Plaça des les Olles 8 – right by my hotel
Mon 8:30-11:30pm; Tues-Sat 1-4:30pm and 8:30-11:30pm (closed Sundays
)This was my first meal in Barcelona, and overall I was disappointed. If my Spanish were better, I would definitely have told them not to give me the mixed fried seafood platter, which dominated the meal and wasn’t particularly noteworthy. It was worth going for the experience, I suppose, but overall I had much better meals for a lot less the rest of my time in the city.
::: NOT RECOMMENDED :::
Taller de Tapas
Plaça Sant Josep Oriol 9 +34 933 018 020 - Old city east of ramblas
There are now Taller de Tapas restaurants all over the city: it’s become the McDonalds of tapas, and you should stay away.
::: COOKING CLASS :::
My most memorable food experience in Barcelona was definitely my one-day cooking class with Catacurian (http://www.catacurian.com/) – a small company run by dancer-cum-chef Alicia. She has a multi-day tour/class out of her home in El Priorat, which sounds like a dream, but I took one of her one-day courses she runs out of her beautiful, cozy apartment in Barcelona.
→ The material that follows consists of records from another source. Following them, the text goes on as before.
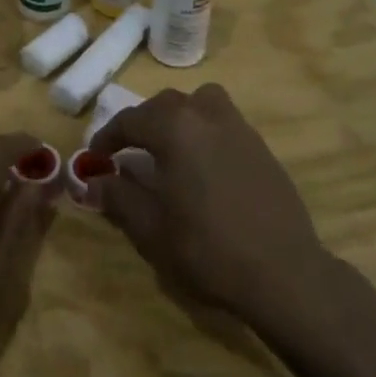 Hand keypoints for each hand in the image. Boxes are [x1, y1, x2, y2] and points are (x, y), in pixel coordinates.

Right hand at [93, 84, 336, 330]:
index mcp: (174, 129)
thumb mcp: (150, 228)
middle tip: (128, 152)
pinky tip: (204, 166)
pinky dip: (204, 131)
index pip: (130, 120)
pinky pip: (223, 122)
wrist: (283, 273)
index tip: (94, 158)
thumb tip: (92, 182)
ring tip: (170, 147)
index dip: (107, 137)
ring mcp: (238, 127)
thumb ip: (118, 197)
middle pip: (164, 105)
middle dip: (141, 124)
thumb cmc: (207, 249)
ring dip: (178, 118)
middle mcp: (205, 115)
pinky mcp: (261, 146)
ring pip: (199, 103) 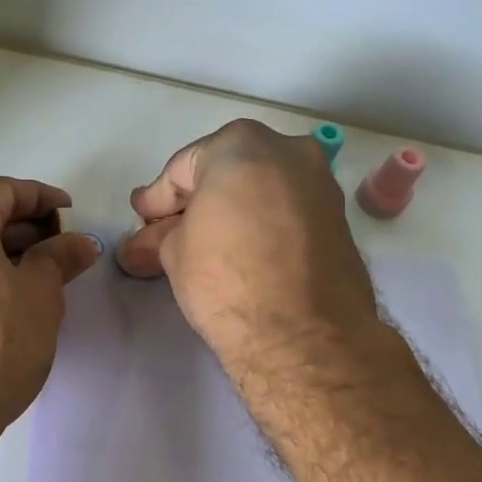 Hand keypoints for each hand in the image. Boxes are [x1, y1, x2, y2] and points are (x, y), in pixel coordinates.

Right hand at [117, 120, 378, 366]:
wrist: (303, 336)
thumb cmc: (227, 279)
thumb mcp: (174, 254)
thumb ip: (159, 237)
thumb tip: (141, 246)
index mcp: (241, 145)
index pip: (182, 169)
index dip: (156, 199)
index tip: (141, 222)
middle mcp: (289, 151)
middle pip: (226, 171)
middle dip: (195, 202)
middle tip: (167, 234)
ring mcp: (321, 184)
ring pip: (260, 189)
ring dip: (231, 212)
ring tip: (204, 248)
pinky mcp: (340, 220)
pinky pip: (287, 211)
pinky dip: (262, 224)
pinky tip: (243, 254)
The day started with a tour of Boqueria – including visits to all of her favorite vendors, then we walked to her apartment, where the day’s class was on Spanish rice dishes. The class was great for both professionals and more casual participants, and Alicia was a wonderful teacher and host. We made paella, a rabbit-mushroom dish, a monkfish-spring onion/garlic dish, and crema catalana, as well as drinking wines with every course. Frankly, I think her course was underpriced given the quality of food, wine, and instruction. Her class is limited to six guests, ensuring a small size, and at my session there were only two other students, allowing for a lot of one-on-one instruction.